Kaminsky said Bo Ryan was his usual self in the locker room just minutes after getting his first bench warning, but the message he delivered stuck with the junior.
"He said, ‘How are you going to feel on the bus ride home?" Kaminsky said. "Was it going to be a good feeling or a bad feeling? I kind of played it in my mind what it would be like if we lost this game and I was on the bus ride home. I wanted it to be a happy feeling."
Safe to say the 90-minute bus ride was full of elation, especially considering what Wisconsin accomplished in the second half to get into the Sweet 16.
Battered and beaten by Oregon's style in the first 20 minutes, second-seeded Wisconsin recovered in the nick of time for an 85-77 victory at the Bradley Center Saturday night, its biggest comeback win of the season.
Kaminsky (19 points), Traevon Jackson (16), Josh Gasser (13), Ben Brust (12) and Sam Dekker (12) were all in double figures for Wisconsin (28-7), who shot 48.4 percent in the second half and 43.8 percent (7-16) from 3-point range.
"They've got great character," said UW assistant coach Gary Close. "They refuse to give up. They believe in one another. They believe in what we are doing."
Those numbers were built up by the foundation the Badgers created in the first 6:30, scoring on their first seven possessions and pounding the paint. It started with Jackson registered the old-fashioned three-point play and continued with Kaminsky on consecutive possessions, a two-pointer from Gasser and then a three from Gasser after Dekker drove into the lane.
Once lifeless and out-of-sorts, Wisconsin was within 55-54 and the energy was back in the building, which Gasser helped ignite with one simple emphatic point to some of the 18,206 fans in the partisan crowd screaming in the upper deck rafters as he raced toward the timeout huddle.
"The crowd was awesome," said Gasser. "At that moment, you know, we were obviously struggling then, down by double digits. Just to see the will of the crowd had, the energy they had for us, doing whatever they could to help us out."
Wisconsin associate head coach Greg Gard crunched the numbers in the jubilant locker room and could only smile.
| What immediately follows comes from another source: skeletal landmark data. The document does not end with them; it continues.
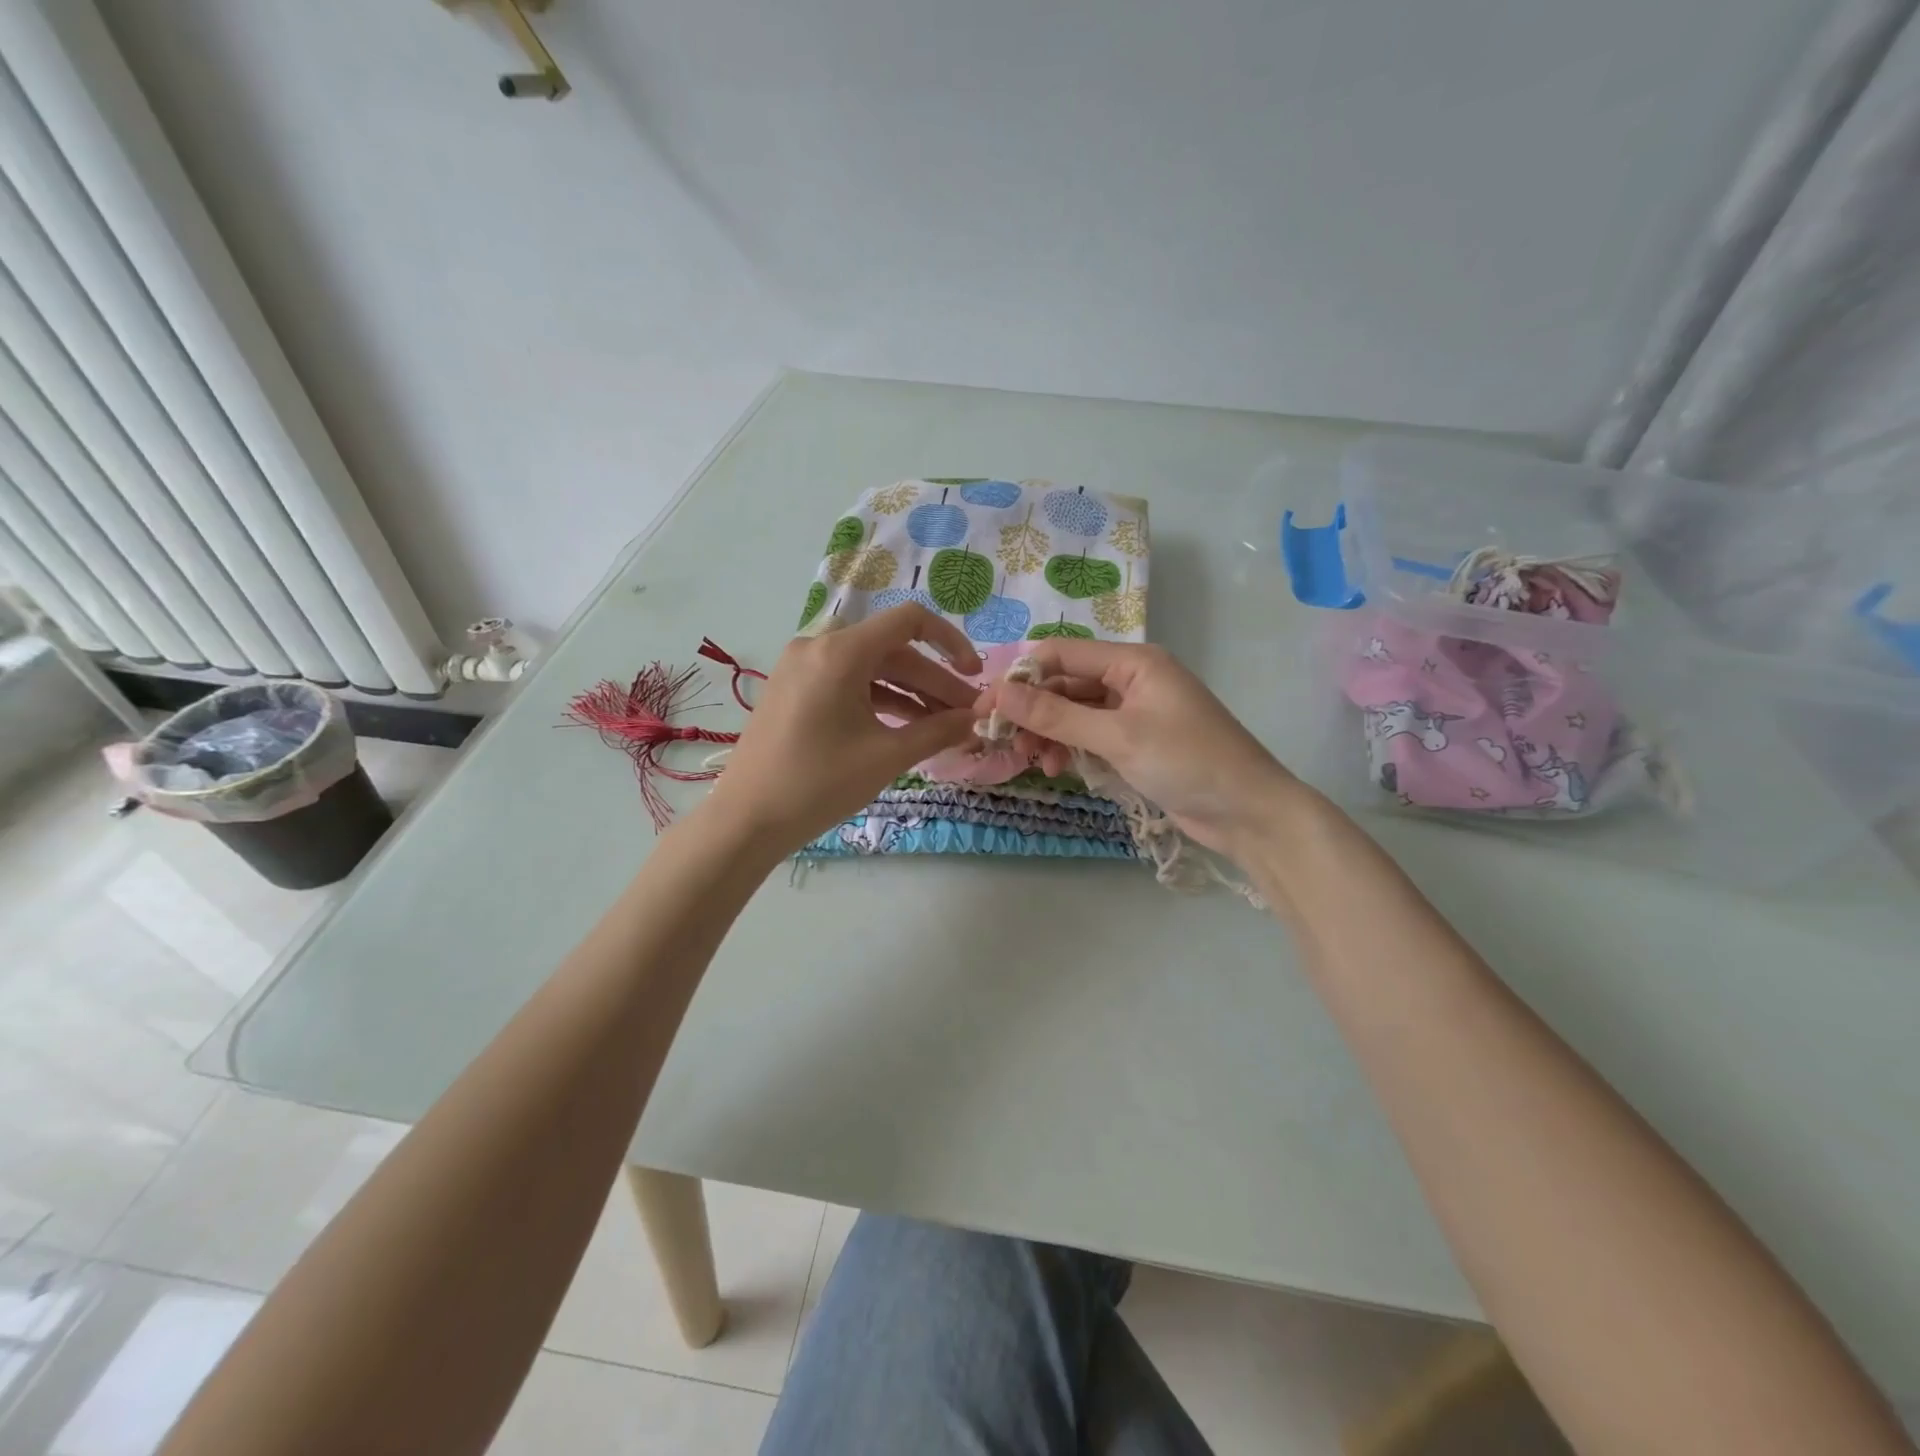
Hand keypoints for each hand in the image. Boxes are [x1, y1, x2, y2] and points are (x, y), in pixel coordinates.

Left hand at [705, 605, 983, 848]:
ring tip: (945, 726)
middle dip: (934, 682)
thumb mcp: (886, 757)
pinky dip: (880, 702)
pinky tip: (908, 728)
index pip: (909, 621)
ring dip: (910, 694)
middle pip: (892, 651)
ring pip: (871, 670)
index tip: (974, 676)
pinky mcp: (794, 690)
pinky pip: (848, 684)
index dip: (950, 642)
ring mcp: (802, 668)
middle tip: (968, 715)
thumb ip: (938, 731)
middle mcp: (819, 647)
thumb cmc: (819, 785)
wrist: (746, 820)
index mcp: (839, 652)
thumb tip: (976, 719)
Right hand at [974, 640, 1299, 857]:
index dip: (1021, 677)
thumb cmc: (1188, 762)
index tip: (986, 708)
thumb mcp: (1118, 737)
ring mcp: (1135, 711)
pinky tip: (1060, 770)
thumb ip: (1057, 715)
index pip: (1061, 654)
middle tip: (1002, 741)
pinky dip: (1072, 749)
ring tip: (1035, 762)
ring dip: (1050, 733)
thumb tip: (1000, 693)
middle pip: (1065, 684)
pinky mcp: (1137, 741)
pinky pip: (1092, 735)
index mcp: (1133, 661)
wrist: (1249, 812)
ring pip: (1075, 712)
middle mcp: (1131, 678)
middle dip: (1033, 711)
The Badgers – long known as a plodding, deliberant offense – scored 24 points on its first 11 possessions of the second half and 48 on 30 second-half possessions altogether.
"You're going to win a lot of games doing that," Gard deadpanned.
Those points couldn't have been more timely. UW's outburst out of the locker orchestrating a 17-6 run to cut the lead to one by the first media timeout, and scored 27 points on 13 possessions to eventually play with a lead for long stretches of the second half.
"We were just doing what we should have been doing all game," said Dekker. "That's just getting the ball inside and once you get it inside it opens up a whole lot of things."
Wisconsin had been in a similar situation 10 years prior on the same floor in almost the exact same situation. Seeded in Milwaukee in the first two rounds of the NCAA tournament and saw its fans pack the Bradley Center to the rafters, Wisconsin trailed by 13 points with 13:16 left to play before closing the game on a 36-8 run to outlast No.11-seed Richmond.
UW was ousted two days later following a 59-55 defeat to No.3 Pittsburgh, and this was heading in a similar direction.
Much like what American did in the first seven minutes with its style of play, Oregon's fast-paced tempo frustrated Wisconsin and caused a bevy of problems. The Badgers saw the Ducks shoot 55.6 percent from the floor and from 3-point range and score a glaring 19 fast-break points.
That caused Ryan to ask Wisconsin if they were ready for the season to be over.
"He pretty much just asked us how good do we want to be," said Koenig. "Do we want to go home? He pretty much questioned our toughness. I thought we came out in the second half and came out with more toughness."
The response was evident, as Wisconsin held Oregon to 21 fewer points in the second half, which include zero fast break points, things that helped spur Wisconsin's offense to hit from the lane, the perimeter, the free throw line and score in virtually every way in between.
"I think we were getting embarrassed in the first half," said Gard. "So it was the pride factor that had to set in and say, ‘This is not who we are. We have 20 minutes to change this.'"
In a little over 48 hours, Wisconsin won against an American team with one of the slowest paces in college basketball and against one with one of the quickest, speaking to the versatility of its offense.
"We've played all sorts of team personalities this year," said Dekker. "We've played guys that slow it done and guys that run up and down the court. We just have to react to the situation in front of us. I think that only spells more value to what our coaching staff does. They get us ready for no matter who we are playing."
More importantly, it made for a better bus ride home.
"It's going to be a fun ride," said Kaminsky.